Por outro lado, passado o processo eleitoral de 2014, aparentemente indiferente às manifestações do ano anterior, e conhecidos seus resultados, inicia-se outro tipo de movimento, este completamente articulado ao interior do sistema político, com vistas ao impedimento da presidente da República eleita. O último lance desse movimento é a iniciativa do presidente da Câmara Federal de desencadear o início do processo do “impeachment”.
Ademais, o ano de 2015, em termos de pauta legislativa, em geral iniciada na Câmara Federal, é completamente invertido no sentido da afirmação de princípios democráticos relativos ao aprofundamento da democracia política, dos direitos civis e dos direitos sociais. Por brevidade do texto, não me estenderei ao teor dessas pautas. Mas há um vasto rol de medidas legislativas já aprovadas ou em tramitação de caráter restritivo às franquias democráticas, institucionalizadas pela Constituição de 1988.

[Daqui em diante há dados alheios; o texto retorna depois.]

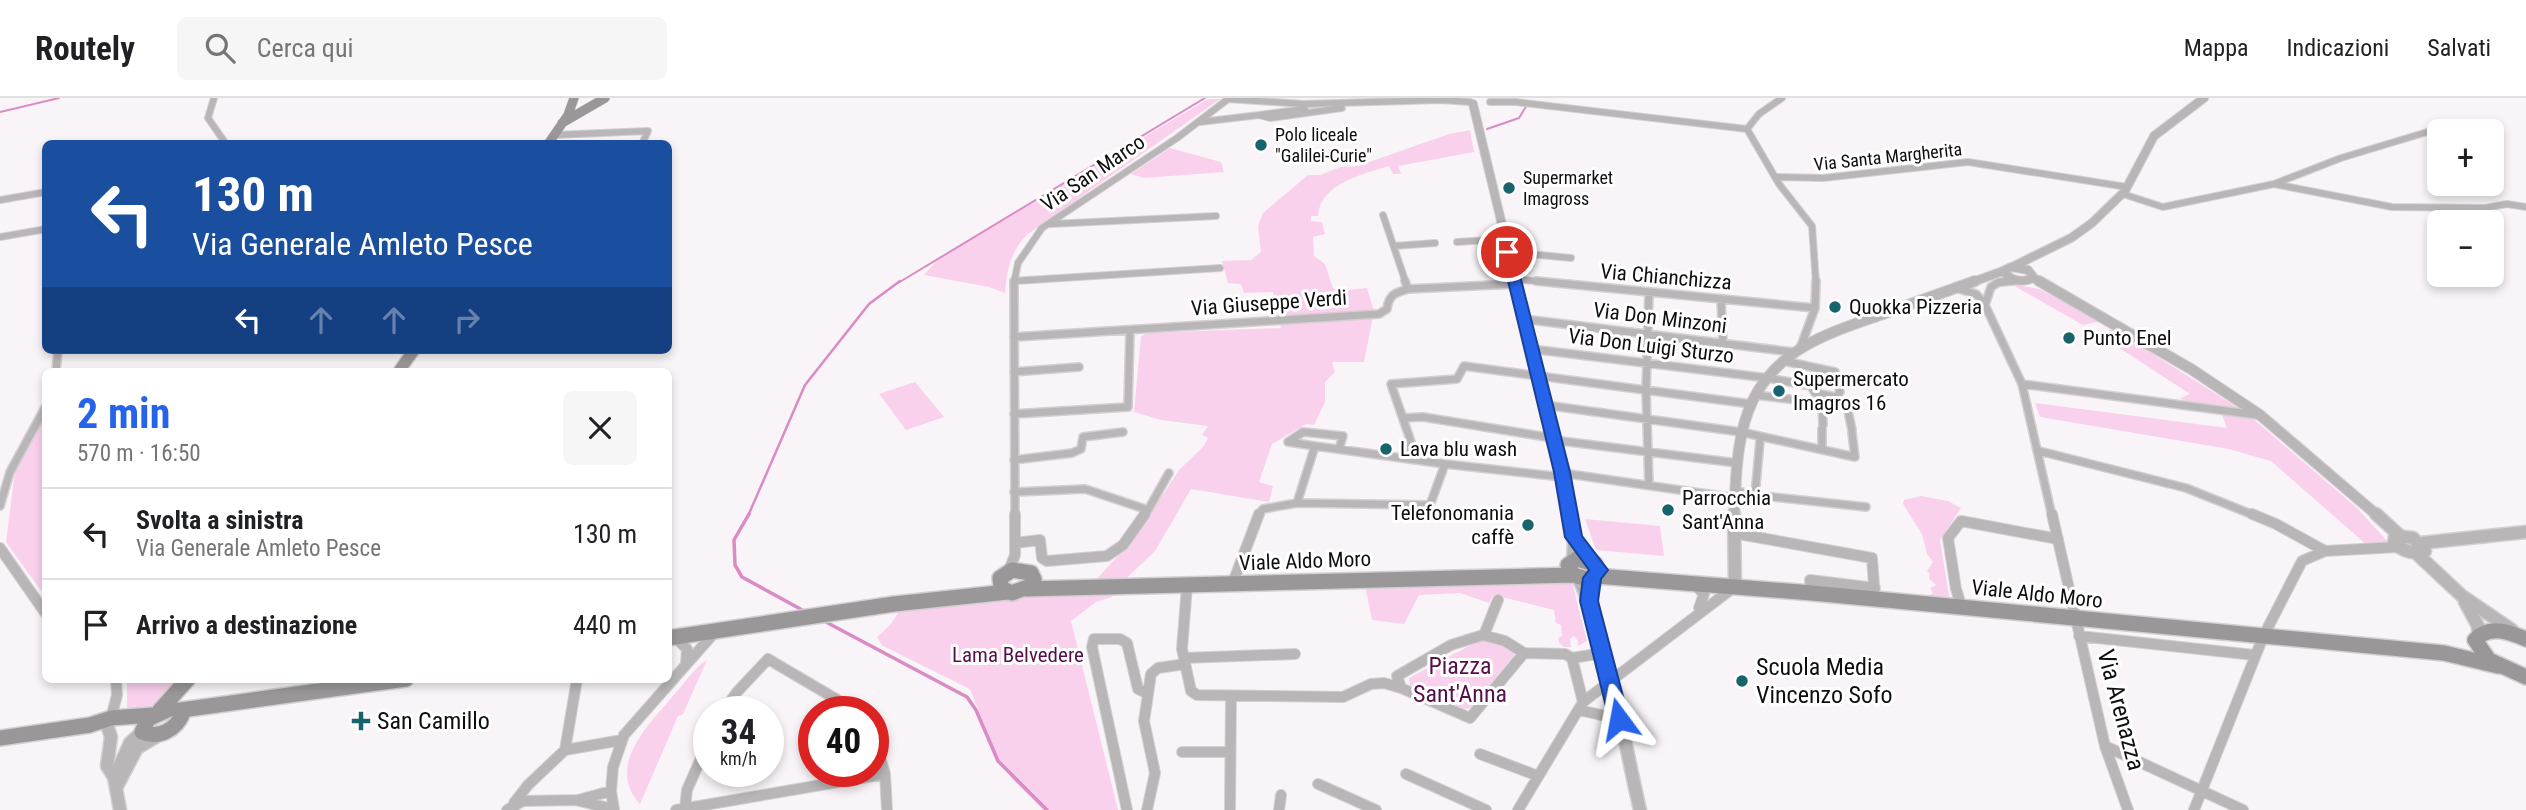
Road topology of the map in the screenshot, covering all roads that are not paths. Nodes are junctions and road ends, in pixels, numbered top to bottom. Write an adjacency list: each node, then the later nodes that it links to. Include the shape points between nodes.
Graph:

Esses três breves eventos (manifestações de 2013, eleições de 2014 e campanha do impeachment de 2015) evidenciam, na conjuntura do triênio 2013-2015, uma questão política e social em ebulição, provavelmente não incorporada ao repertório convencional do sistema político – eleições, pauta congressual, agenda de prioridades dos partidos e movimentos sociais etc.
Há uma tensão difusa, às vezes invertida na manipulação legislativa, que aqui denominamos provisoriamente de “questão democrática”, circulando à margem de uma discussão política mais aprofundada. No ano de 2015, caracterizado também por crise econômica, o mal-estar social tornou-se ainda mais pesado, tendo em vista a pretensão notória do impedimento presidencial em fase de recrudescimento do desemprego. Mas isto não elude as raízes políticas precedentes, de uma crise política difusa, que as ruas expressaram em 2013, sem, contudo, caracterizá-la politicamente.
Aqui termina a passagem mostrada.